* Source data

───

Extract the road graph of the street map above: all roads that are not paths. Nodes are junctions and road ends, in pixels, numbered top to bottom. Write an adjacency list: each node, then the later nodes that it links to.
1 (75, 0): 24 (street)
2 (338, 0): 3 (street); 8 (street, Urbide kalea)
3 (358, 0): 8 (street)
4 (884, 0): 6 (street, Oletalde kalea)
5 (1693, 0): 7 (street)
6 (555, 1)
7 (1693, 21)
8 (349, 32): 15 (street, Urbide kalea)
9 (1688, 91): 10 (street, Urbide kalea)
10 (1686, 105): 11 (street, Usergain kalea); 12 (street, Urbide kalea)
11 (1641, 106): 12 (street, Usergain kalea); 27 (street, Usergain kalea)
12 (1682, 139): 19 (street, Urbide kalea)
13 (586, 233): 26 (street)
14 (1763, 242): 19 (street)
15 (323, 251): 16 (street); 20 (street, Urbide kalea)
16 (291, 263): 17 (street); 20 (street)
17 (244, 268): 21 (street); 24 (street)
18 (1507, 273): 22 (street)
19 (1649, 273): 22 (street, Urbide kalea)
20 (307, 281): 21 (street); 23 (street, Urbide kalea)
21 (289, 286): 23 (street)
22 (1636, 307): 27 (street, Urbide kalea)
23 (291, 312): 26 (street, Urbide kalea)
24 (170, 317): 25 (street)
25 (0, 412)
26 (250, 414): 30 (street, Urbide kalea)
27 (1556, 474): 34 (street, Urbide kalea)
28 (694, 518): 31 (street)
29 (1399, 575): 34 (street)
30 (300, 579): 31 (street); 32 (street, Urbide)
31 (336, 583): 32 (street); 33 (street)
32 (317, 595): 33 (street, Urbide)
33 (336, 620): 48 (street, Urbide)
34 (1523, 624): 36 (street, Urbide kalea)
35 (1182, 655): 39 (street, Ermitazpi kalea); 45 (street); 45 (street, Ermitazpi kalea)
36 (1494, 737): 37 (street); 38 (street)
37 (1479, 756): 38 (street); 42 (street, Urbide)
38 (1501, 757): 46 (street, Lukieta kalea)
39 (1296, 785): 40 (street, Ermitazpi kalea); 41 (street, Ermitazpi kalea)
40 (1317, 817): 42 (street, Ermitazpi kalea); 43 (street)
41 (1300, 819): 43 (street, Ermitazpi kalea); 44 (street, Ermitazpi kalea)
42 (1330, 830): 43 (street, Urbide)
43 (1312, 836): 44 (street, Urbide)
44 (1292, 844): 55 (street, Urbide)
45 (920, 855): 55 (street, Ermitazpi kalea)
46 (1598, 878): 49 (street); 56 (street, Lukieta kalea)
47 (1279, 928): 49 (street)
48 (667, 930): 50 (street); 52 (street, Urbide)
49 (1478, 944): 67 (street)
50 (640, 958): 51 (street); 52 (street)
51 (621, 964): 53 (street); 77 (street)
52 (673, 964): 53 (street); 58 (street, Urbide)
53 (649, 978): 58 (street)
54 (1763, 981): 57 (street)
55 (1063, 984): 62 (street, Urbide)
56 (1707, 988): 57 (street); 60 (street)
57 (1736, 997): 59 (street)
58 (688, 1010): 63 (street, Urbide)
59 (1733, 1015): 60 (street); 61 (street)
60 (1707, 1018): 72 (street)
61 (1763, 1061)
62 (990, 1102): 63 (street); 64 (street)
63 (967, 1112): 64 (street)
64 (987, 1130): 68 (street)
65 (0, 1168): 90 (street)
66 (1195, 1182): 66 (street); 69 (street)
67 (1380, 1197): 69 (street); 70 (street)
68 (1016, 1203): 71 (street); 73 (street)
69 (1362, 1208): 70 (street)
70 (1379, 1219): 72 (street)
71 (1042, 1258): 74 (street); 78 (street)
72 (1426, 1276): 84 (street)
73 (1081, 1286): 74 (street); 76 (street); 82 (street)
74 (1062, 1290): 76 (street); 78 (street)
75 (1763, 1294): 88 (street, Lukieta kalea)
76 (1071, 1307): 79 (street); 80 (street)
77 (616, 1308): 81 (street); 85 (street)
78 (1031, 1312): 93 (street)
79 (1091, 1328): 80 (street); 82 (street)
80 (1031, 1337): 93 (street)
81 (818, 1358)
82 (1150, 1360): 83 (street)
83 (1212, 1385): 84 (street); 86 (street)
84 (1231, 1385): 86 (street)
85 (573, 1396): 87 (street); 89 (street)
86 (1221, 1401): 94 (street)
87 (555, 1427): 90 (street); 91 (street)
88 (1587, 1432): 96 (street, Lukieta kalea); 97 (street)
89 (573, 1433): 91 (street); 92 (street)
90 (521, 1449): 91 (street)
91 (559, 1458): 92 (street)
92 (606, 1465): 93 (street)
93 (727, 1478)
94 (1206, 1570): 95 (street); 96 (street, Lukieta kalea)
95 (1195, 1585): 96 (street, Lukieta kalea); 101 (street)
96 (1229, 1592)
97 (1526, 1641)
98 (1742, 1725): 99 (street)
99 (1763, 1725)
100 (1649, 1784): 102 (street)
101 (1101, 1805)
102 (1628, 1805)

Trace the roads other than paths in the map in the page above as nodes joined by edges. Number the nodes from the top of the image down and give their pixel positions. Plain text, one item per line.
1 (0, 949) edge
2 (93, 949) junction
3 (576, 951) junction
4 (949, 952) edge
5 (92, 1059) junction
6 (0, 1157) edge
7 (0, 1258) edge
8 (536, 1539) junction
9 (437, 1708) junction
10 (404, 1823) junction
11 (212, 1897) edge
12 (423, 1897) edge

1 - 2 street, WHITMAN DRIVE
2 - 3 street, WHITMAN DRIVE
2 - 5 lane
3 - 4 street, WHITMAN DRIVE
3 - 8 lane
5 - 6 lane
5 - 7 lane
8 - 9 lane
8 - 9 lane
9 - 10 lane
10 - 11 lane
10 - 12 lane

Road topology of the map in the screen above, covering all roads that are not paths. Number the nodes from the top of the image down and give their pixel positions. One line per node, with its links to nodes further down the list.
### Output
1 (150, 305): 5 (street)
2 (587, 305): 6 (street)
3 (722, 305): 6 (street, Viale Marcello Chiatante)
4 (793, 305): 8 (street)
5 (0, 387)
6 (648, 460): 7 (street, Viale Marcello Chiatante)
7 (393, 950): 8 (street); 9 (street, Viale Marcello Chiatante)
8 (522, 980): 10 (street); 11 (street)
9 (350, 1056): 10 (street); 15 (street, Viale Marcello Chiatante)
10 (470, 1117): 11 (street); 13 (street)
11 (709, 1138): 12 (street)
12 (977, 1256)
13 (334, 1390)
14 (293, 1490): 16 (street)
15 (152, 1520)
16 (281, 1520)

───

Take the entries above and transcribe them exactly as they stand.

Extract the road graph of the street map above: all roads that are not paths. Nodes are junctions and road ends, in pixels, numbered top to bottom. Write an adjacency list: each node, then the later nodes that it links to.
1 (75, 0): 24 (street)
2 (338, 0): 3 (street); 8 (street, Urbide kalea)
3 (358, 0): 8 (street)
4 (884, 0): 6 (street, Oletalde kalea)
5 (1693, 0): 7 (street)
6 (555, 1)
7 (1693, 21)
8 (349, 32): 15 (street, Urbide kalea)
9 (1688, 91): 10 (street, Urbide kalea)
10 (1686, 105): 11 (street, Usergain kalea); 12 (street, Urbide kalea)
11 (1641, 106): 12 (street, Usergain kalea); 27 (street, Usergain kalea)
12 (1682, 139): 19 (street, Urbide kalea)
13 (586, 233): 26 (street)
14 (1763, 242): 19 (street)
15 (323, 251): 16 (street); 20 (street, Urbide kalea)
16 (291, 263): 17 (street); 20 (street)
17 (244, 268): 21 (street); 24 (street)
18 (1507, 273): 22 (street)
19 (1649, 273): 22 (street, Urbide kalea)
20 (307, 281): 21 (street); 23 (street, Urbide kalea)
21 (289, 286): 23 (street)
22 (1636, 307): 27 (street, Urbide kalea)
23 (291, 312): 26 (street, Urbide kalea)
24 (170, 317): 25 (street)
25 (0, 412)
26 (250, 414): 30 (street, Urbide kalea)
27 (1556, 474): 34 (street, Urbide kalea)
28 (694, 518): 31 (street)
29 (1399, 575): 34 (street)
30 (300, 579): 31 (street); 32 (street, Urbide)
31 (336, 583): 32 (street); 33 (street)
32 (317, 595): 33 (street, Urbide)
33 (336, 620): 48 (street, Urbide)
34 (1523, 624): 36 (street, Urbide kalea)
35 (1182, 655): 39 (street, Ermitazpi kalea); 45 (street); 45 (street, Ermitazpi kalea)
36 (1494, 737): 37 (street); 38 (street)
37 (1479, 756): 38 (street); 42 (street, Urbide)
38 (1501, 757): 46 (street, Lukieta kalea)
39 (1296, 785): 40 (street, Ermitazpi kalea); 41 (street, Ermitazpi kalea)
40 (1317, 817): 42 (street, Ermitazpi kalea); 43 (street)
41 (1300, 819): 43 (street, Ermitazpi kalea); 44 (street, Ermitazpi kalea)
42 (1330, 830): 43 (street, Urbide)
43 (1312, 836): 44 (street, Urbide)
44 (1292, 844): 55 (street, Urbide)
45 (920, 855): 55 (street, Ermitazpi kalea)
46 (1598, 878): 49 (street); 56 (street, Lukieta kalea)
47 (1279, 928): 49 (street)
48 (667, 930): 50 (street); 52 (street, Urbide)
49 (1478, 944): 67 (street)
50 (640, 958): 51 (street); 52 (street)
51 (621, 964): 53 (street); 77 (street)
52 (673, 964): 53 (street); 58 (street, Urbide)
53 (649, 978): 58 (street)
54 (1763, 981): 57 (street)
55 (1063, 984): 62 (street, Urbide)
56 (1707, 988): 57 (street); 60 (street)
57 (1736, 997): 59 (street)
58 (688, 1010): 63 (street, Urbide)
59 (1733, 1015): 60 (street); 61 (street)
60 (1707, 1018): 72 (street)
61 (1763, 1061)
62 (990, 1102): 63 (street); 64 (street)
63 (967, 1112): 64 (street)
64 (987, 1130): 68 (street)
65 (0, 1168): 90 (street)
66 (1195, 1182): 66 (street); 69 (street)
67 (1380, 1197): 69 (street); 70 (street)
68 (1016, 1203): 71 (street); 73 (street)
69 (1362, 1208): 70 (street)
70 (1379, 1219): 72 (street)
71 (1042, 1258): 74 (street); 78 (street)
72 (1426, 1276): 84 (street)
73 (1081, 1286): 74 (street); 76 (street); 82 (street)
74 (1062, 1290): 76 (street); 78 (street)
75 (1763, 1294): 88 (street, Lukieta kalea)
76 (1071, 1307): 79 (street); 80 (street)
77 (616, 1308): 81 (street); 85 (street)
78 (1031, 1312): 93 (street)
79 (1091, 1328): 80 (street); 82 (street)
80 (1031, 1337): 93 (street)
81 (818, 1358)
82 (1150, 1360): 83 (street)
83 (1212, 1385): 84 (street); 86 (street)
84 (1231, 1385): 86 (street)
85 (573, 1396): 87 (street); 89 (street)
86 (1221, 1401): 94 (street)
87 (555, 1427): 90 (street); 91 (street)
88 (1587, 1432): 96 (street, Lukieta kalea); 97 (street)
89 (573, 1433): 91 (street); 92 (street)
90 (521, 1449): 91 (street)
91 (559, 1458): 92 (street)
92 (606, 1465): 93 (street)
93 (727, 1478)
94 (1206, 1570): 95 (street); 96 (street, Lukieta kalea)
95 (1195, 1585): 96 (street, Lukieta kalea); 101 (street)
96 (1229, 1592)
97 (1526, 1641)
98 (1742, 1725): 99 (street)
99 (1763, 1725)
100 (1649, 1784): 102 (street)
101 (1101, 1805)
102 (1628, 1805)

Trace the roads other than paths in the map in the page above as nodes joined by edges. Number the nodes from the top of the image down and give their pixel positions. Plain text, one item per line.
1 (0, 949) edge
2 (93, 949) junction
3 (576, 951) junction
4 (949, 952) edge
5 (92, 1059) junction
6 (0, 1157) edge
7 (0, 1258) edge
8 (536, 1539) junction
9 (437, 1708) junction
10 (404, 1823) junction
11 (212, 1897) edge
12 (423, 1897) edge

1 - 2 street, WHITMAN DRIVE
2 - 3 street, WHITMAN DRIVE
2 - 5 lane
3 - 4 street, WHITMAN DRIVE
3 - 8 lane
5 - 6 lane
5 - 7 lane
8 - 9 lane
8 - 9 lane
9 - 10 lane
10 - 11 lane
10 - 12 lane

Road topology of the map in the screen above, covering all roads that are not paths. Number the nodes from the top of the image down and give their pixel positions. One line per node, with its links to nodes further down the list.
### Output
1 (150, 305): 5 (street)
2 (587, 305): 6 (street)
3 (722, 305): 6 (street, Viale Marcello Chiatante)
4 (793, 305): 8 (street)
5 (0, 387)
6 (648, 460): 7 (street, Viale Marcello Chiatante)
7 (393, 950): 8 (street); 9 (street, Viale Marcello Chiatante)
8 (522, 980): 10 (street); 11 (street)
9 (350, 1056): 10 (street); 15 (street, Viale Marcello Chiatante)
10 (470, 1117): 11 (street); 13 (street)
11 (709, 1138): 12 (street)
12 (977, 1256)
13 (334, 1390)
14 (293, 1490): 16 (street)
15 (152, 1520)
16 (281, 1520)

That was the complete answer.